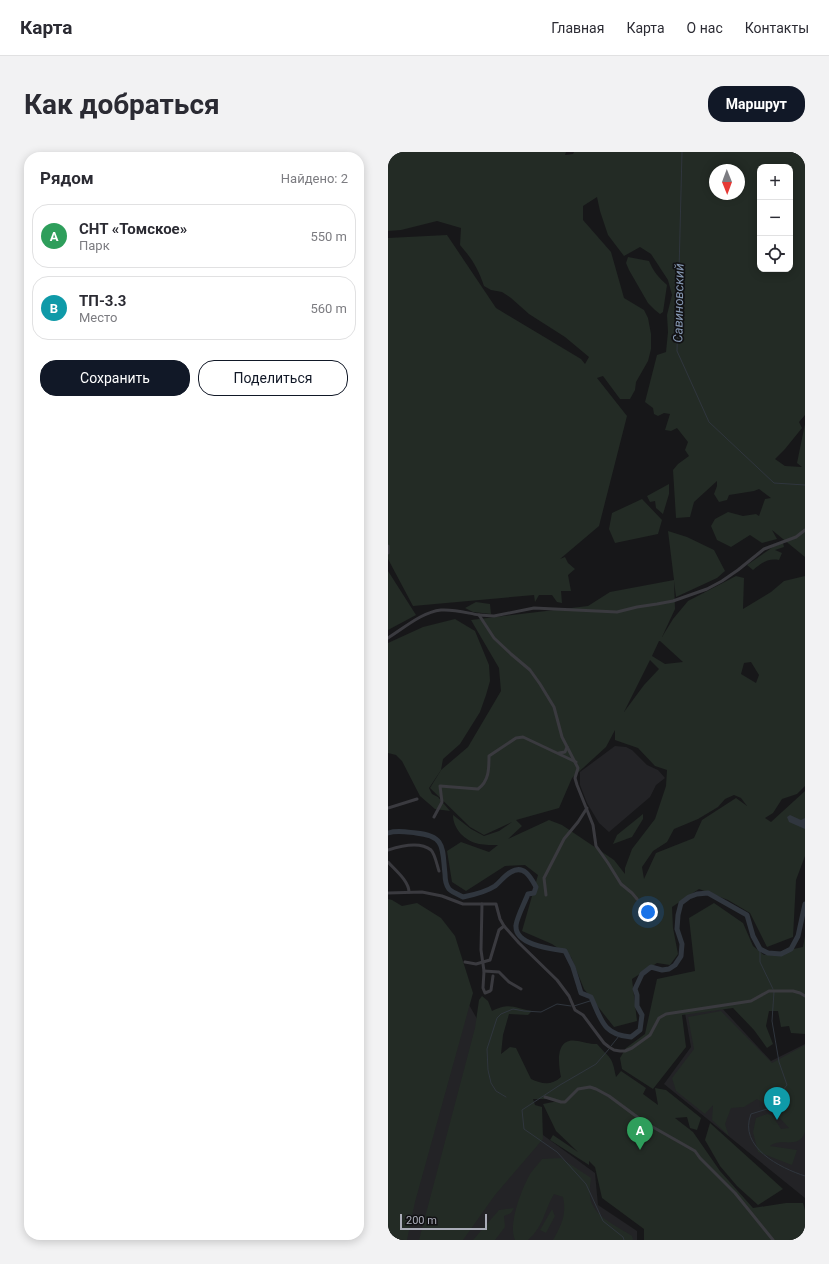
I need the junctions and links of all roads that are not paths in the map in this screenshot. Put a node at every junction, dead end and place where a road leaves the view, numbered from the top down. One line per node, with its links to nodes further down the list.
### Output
1 (805, 530): 4 (street)
2 (388, 546): 3 (street)
3 (388, 553)
4 (479, 615): 5 (street); 6 (street)
5 (388, 638)
6 (567, 747): 7 (street); 8 (street)
7 (558, 753): 8 (street); 12 (street)
8 (576, 762): 11 (street)
9 (417, 799): 10 (street)
10 (388, 808)
11 (587, 808): 18 (street); 19 (street)
12 (434, 817)
13 (388, 850): 15 (street)
14 (388, 862): 16 (street)
15 (439, 871)
16 (409, 892): 17 (street); 20 (street)
17 (388, 894)
18 (546, 895)
19 (637, 899)
20 (482, 904): 21 (street); 23 (street)
21 (504, 926): 23 (street); 27 (street)
22 (465, 962): 23 (street)
23 (483, 962): 24 (street)
24 (484, 970): 25 (street); 26 (street)
25 (493, 976)
26 (521, 989)
27 (805, 996)
28 (544, 1097): 29 (street)
29 (773, 1240)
---
Task goal
Give the entries again exactly. Pictures stay out.

Written solution
I need the junctions and links of all roads that are not paths in the map in this screenshot. Put a node at every junction, dead end and place where a road leaves the view, numbered from the top down. One line per node, with its links to nodes further down the list.
### Output
1 (805, 530): 4 (street)
2 (388, 546): 3 (street)
3 (388, 553)
4 (479, 615): 5 (street); 6 (street)
5 (388, 638)
6 (567, 747): 7 (street); 8 (street)
7 (558, 753): 8 (street); 12 (street)
8 (576, 762): 11 (street)
9 (417, 799): 10 (street)
10 (388, 808)
11 (587, 808): 18 (street); 19 (street)
12 (434, 817)
13 (388, 850): 15 (street)
14 (388, 862): 16 (street)
15 (439, 871)
16 (409, 892): 17 (street); 20 (street)
17 (388, 894)
18 (546, 895)
19 (637, 899)
20 (482, 904): 21 (street); 23 (street)
21 (504, 926): 23 (street); 27 (street)
22 (465, 962): 23 (street)
23 (483, 962): 24 (street)
24 (484, 970): 25 (street); 26 (street)
25 (493, 976)
26 (521, 989)
27 (805, 996)
28 (544, 1097): 29 (street)
29 (773, 1240)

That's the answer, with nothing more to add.